Formal languages and lambda-calculus
- Speaker: Dr Sylvain Sylvati (INRIA)
- Host: Ian Pratt-Hartmann
- 7th October 2009 at 14:15 in Lecture Theatre 1.4, Kilburn Building
In this talk I will introduce a notion of recognizability for the simply typed lambda-calculus that extends the well-known notions of recognizability for trees and strings. The definition of this notion originates in the algebraic characterizations of recognizability, and I will give an automata-like presentation of it in terms of typing. Then I will explain how the usual closure properties of recognizable sets can be proved for recognizable sets of lambda-terms. I will then turn to some applications of this notion of recognizability to computational linguistic, formal language theory and logic.

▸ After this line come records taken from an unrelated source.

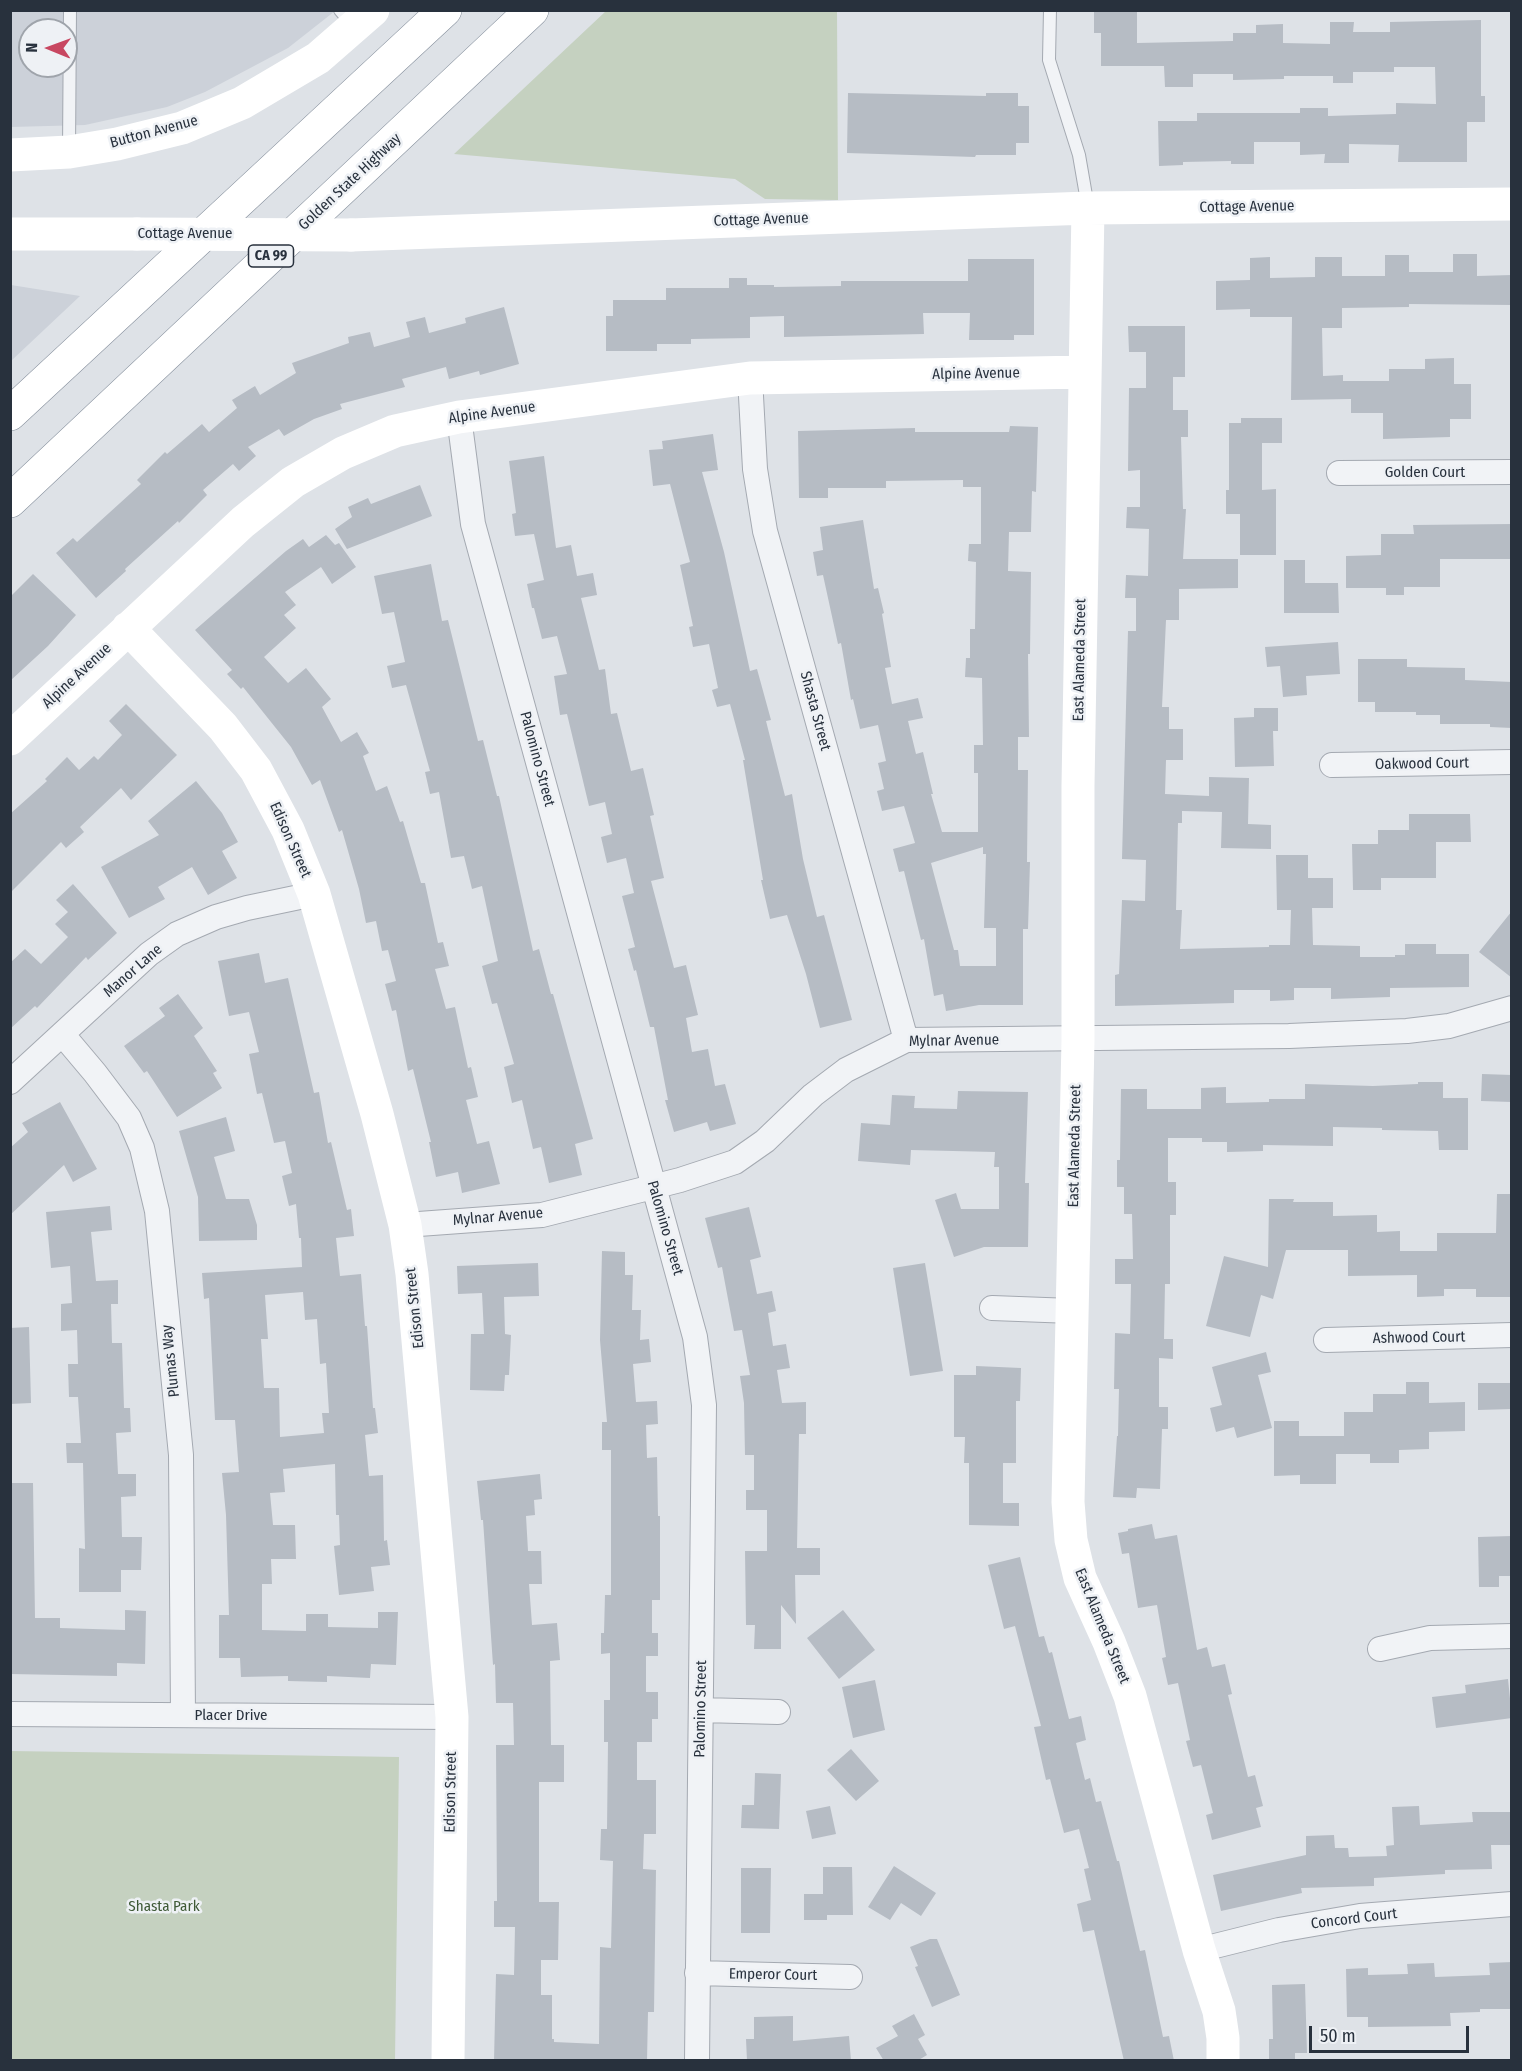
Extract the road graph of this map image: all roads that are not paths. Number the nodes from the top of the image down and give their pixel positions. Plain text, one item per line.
1 (70, 10) edge
2 (445, 10) edge
3 (532, 10) edge
4 (1050, 10) edge
5 (356, 16) edge
6 (69, 152) junction
7 (10, 155) edge
8 (1512, 204) edge
9 (1088, 208) junction
10 (10, 234) edge
11 (1085, 372) junction
12 (750, 378) junction
13 (10, 414) edge
14 (459, 417) junction
15 (1512, 472) edge
16 (1339, 473) dead end
17 (10, 501) edge
18 (128, 628) junction
19 (10, 739) edge
20 (1512, 762) edge
21 (1332, 765) dead end
22 (314, 894) junction
23 (1512, 1008) edge
24 (63, 1035) junction
25 (906, 1040) junction
26 (1078, 1040) junction
27 (10, 1082) edge
28 (654, 1187) junction
29 (405, 1225) junction
30 (992, 1308) dead end
31 (1072, 1311) junction
32 (1512, 1335) edge
33 (1326, 1340) dead end
34 (1512, 1635) edge
35 (1380, 1649) dead end
36 (701, 1710) junction
37 (778, 1712) dead end
38 (10, 1714) edge
39 (183, 1715) junction
40 (452, 1717) junction
41 (1512, 1904) edge
42 (1199, 1950) junction
43 (697, 1973) junction
44 (850, 1977) dead end
45 (448, 2061) edge
46 (697, 2061) edge
47 (1223, 2061) edge

1 - 6 lane
2 - 13 main road
3 - 17 main road, Golden State Highway / CA 99
4 - 9 lane
5 - 6 main road, Button Avenue
6 - 7 main road, Button Avenue
8 - 9 main road, Cottage Avenue
9 - 10 main road, Cottage Avenue, bridge
9 - 11 main road, East Alameda Street
11 - 12 main road, Alpine Avenue
11 - 26 main road, East Alameda Street
12 - 14 main road, Alpine Avenue
12 - 25 street, Shasta Street
14 - 18 main road, Alpine Avenue
14 - 28 street, Palomino Street
15 - 16 street, Golden Court
18 - 19 main road, Alpine Avenue
18 - 22 main road, Edison Street
20 - 21 street, Oakwood Court
22 - 24 street, Manor Lane
22 - 29 main road, Edison Street
23 - 26 street, Mylnar Avenue
24 - 27 street, Manor Lane
24 - 39 street, Plumas Way
25 - 26 street, Mylnar Avenue
25 - 28 street, Mylnar Avenue
26 - 31 main road, East Alameda Street
28 - 29 street, Mylnar Avenue
28 - 36 street, Palomino Street
29 - 40 main road, Edison Street
30 - 31 street
31 - 42 main road, East Alameda Street
32 - 33 street, Ashwood Court
34 - 35 street
36 - 37 street
36 - 43 street, Palomino Street
38 - 39 street, Placer Drive
39 - 40 street, Placer Drive
40 - 45 main road, Edison Street
41 - 42 street, Concord Court
42 - 47 main road, East Alameda Street
43 - 44 street, Emperor Court
43 - 46 street, Palomino Street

Concerning computational linguistics, I will show that the usual interface between syntax and semantics for natural languages as defined by Montague and Gallin leads to a decidable generation problem; i.e., given a representation of some meaning and a Montagovian grammar, it is possible to construct every sentences having this meaning representation according to the grammar. A closely related result about context free grammars of lambda-terms, the closure under intersection with recognizable sets, can be easily proved with similar techniques. Finally, I will show how this technique can prove in a simple manner that fourth order matching is decidable, higher order matching being a problem related to theorem instantiation in proof assistant.